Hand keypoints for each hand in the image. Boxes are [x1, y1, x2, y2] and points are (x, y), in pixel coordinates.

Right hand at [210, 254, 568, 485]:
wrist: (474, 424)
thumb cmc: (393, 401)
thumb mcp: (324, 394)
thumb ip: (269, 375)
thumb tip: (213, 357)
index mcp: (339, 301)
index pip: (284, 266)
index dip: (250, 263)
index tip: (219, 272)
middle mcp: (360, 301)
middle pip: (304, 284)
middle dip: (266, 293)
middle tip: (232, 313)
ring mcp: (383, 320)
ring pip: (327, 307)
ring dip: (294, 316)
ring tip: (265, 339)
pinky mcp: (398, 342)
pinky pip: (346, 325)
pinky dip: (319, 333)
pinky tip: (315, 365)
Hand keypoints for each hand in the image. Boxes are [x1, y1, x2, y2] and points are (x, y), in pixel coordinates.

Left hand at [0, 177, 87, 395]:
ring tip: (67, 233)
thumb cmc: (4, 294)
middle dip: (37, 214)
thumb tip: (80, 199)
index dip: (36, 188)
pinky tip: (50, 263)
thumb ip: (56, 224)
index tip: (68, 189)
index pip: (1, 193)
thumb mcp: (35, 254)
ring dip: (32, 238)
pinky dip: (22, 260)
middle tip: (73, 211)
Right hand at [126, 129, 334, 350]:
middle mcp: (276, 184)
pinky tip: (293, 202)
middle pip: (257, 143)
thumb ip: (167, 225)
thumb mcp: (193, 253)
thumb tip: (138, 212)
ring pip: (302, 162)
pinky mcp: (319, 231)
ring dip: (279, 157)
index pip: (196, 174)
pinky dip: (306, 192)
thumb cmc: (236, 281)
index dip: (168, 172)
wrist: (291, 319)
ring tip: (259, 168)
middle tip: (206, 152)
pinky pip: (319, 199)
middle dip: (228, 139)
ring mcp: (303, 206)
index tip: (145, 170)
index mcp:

= = = = = = =

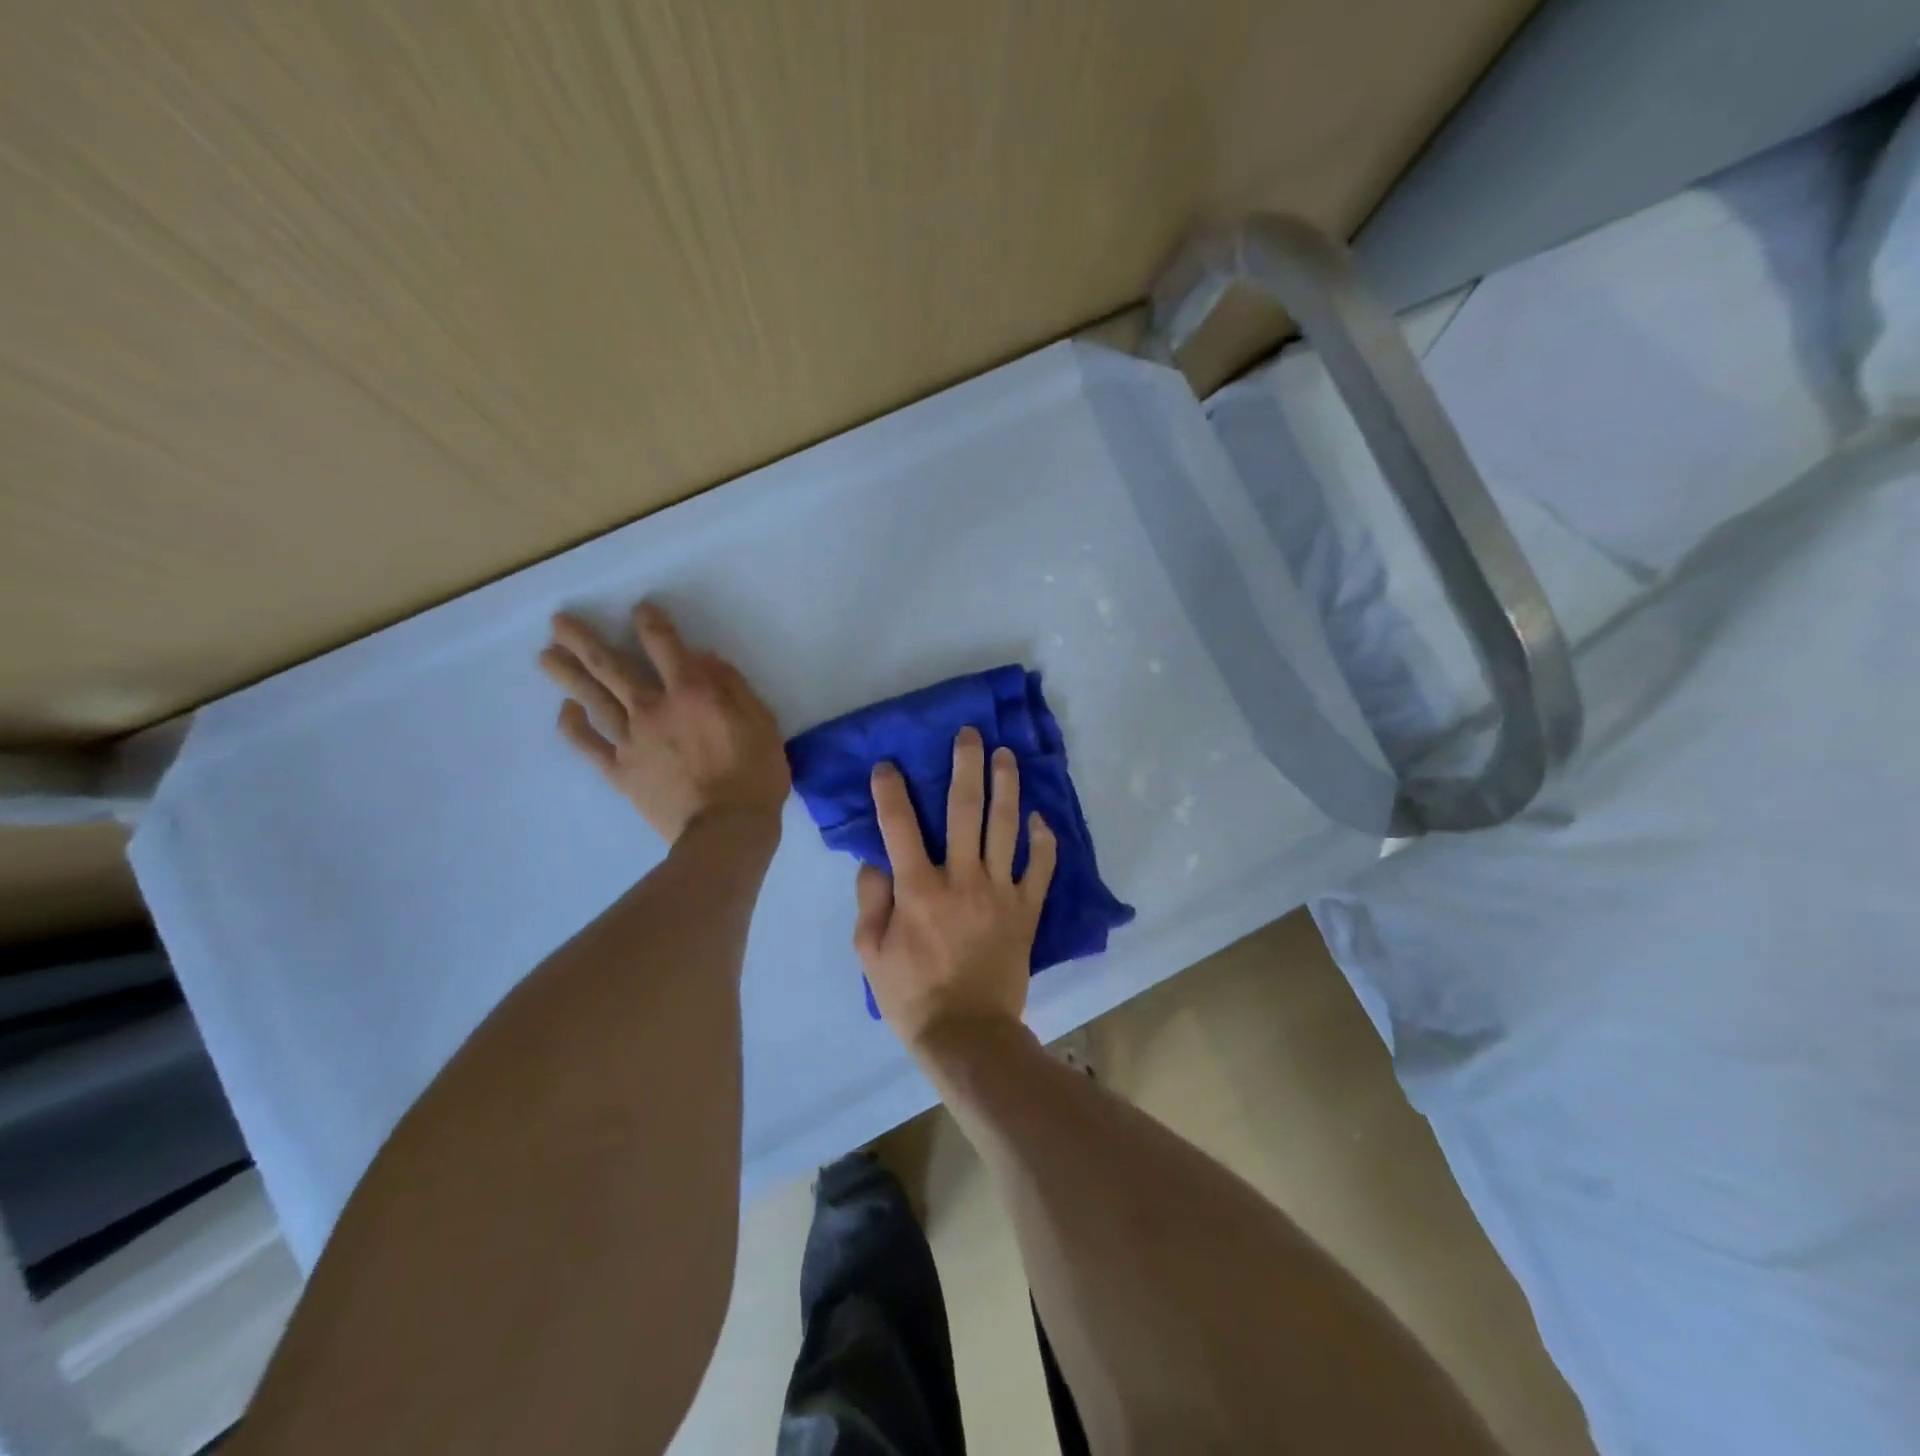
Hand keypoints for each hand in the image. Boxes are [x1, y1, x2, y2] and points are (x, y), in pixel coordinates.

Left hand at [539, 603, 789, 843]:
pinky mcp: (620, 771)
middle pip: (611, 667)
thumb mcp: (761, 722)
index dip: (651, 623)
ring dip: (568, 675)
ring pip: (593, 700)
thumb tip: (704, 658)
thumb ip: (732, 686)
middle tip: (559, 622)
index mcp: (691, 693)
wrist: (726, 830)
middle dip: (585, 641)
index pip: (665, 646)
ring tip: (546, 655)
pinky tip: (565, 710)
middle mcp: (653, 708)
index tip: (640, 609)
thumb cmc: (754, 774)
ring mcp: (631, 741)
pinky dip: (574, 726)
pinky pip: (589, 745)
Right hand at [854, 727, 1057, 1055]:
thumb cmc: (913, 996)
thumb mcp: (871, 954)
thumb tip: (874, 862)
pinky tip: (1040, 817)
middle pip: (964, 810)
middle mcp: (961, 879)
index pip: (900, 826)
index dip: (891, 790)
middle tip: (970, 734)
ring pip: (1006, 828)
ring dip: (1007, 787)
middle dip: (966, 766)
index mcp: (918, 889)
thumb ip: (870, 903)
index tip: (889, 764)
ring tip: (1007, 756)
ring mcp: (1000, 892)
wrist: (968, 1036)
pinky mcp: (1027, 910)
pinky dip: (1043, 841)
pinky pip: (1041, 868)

= = = = = = =

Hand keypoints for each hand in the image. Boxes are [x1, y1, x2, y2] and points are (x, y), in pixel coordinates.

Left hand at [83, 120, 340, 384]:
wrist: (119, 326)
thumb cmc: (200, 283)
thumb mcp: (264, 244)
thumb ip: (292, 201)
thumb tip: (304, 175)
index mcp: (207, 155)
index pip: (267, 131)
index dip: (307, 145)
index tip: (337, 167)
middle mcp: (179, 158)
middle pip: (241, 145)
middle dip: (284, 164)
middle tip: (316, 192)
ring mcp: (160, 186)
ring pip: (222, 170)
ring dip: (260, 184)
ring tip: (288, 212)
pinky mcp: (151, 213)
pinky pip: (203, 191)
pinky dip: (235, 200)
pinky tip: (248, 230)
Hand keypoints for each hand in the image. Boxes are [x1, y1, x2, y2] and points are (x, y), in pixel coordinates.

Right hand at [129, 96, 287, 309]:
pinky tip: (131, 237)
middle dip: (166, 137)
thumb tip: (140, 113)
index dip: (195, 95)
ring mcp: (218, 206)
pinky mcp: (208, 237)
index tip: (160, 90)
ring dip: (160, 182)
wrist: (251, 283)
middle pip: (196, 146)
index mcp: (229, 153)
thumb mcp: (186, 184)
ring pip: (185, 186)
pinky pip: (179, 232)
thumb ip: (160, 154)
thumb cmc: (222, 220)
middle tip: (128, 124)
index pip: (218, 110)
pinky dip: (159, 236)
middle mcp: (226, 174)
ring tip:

= = = = = = =

* [WORK REQUIRED]: From the line containing "middle pip: (611, 667)" down to the line containing "index tip: (640, 609)" in the material above, reproduce every line exactly, including the two end lines.

* [EXPECTED OUTPUT]:
middle pip: (611, 667)
thumb mcp: (761, 722)
index dip: (651, 623)
ring dip: (568, 675)
ring pip: (593, 700)
thumb tip: (704, 658)
thumb ip: (732, 686)
middle tip: (559, 622)
index mcp: (691, 693)
wrist: (726, 830)
middle dip: (585, 641)
index pip: (665, 646)
ring tip: (546, 655)
pinky tip: (565, 710)
middle mcp: (653, 708)
index tip: (640, 609)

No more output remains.